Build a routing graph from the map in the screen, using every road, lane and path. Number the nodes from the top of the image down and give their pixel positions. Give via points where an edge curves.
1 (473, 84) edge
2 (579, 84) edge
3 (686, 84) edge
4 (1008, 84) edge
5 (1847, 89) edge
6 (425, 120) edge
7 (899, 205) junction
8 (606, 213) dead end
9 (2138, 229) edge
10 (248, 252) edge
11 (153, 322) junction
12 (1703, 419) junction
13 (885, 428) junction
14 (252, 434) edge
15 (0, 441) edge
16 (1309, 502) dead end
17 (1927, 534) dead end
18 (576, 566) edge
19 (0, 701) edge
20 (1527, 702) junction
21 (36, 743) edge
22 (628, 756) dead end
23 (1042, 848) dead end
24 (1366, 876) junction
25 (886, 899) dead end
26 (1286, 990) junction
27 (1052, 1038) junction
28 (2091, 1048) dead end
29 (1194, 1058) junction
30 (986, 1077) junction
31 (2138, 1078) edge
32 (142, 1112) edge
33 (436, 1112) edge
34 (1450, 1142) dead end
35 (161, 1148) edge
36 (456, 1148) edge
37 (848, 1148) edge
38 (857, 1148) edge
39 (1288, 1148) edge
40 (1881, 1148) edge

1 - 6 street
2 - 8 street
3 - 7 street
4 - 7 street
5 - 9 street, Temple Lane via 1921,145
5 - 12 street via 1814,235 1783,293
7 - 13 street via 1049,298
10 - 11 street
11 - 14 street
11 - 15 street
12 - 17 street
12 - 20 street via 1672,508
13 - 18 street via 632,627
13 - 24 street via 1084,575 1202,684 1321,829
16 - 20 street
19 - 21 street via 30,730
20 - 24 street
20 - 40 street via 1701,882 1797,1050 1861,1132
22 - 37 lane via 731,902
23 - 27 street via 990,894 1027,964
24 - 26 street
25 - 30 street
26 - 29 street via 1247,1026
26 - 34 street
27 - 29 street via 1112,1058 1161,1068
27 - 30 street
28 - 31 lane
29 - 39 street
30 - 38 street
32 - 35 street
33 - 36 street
☆ ☆ ☆
* EXERCISE BRIEF: Report how many lines of the entries hold the string "junction". Provide the number alone.

* WRITTEN ANSWER: 10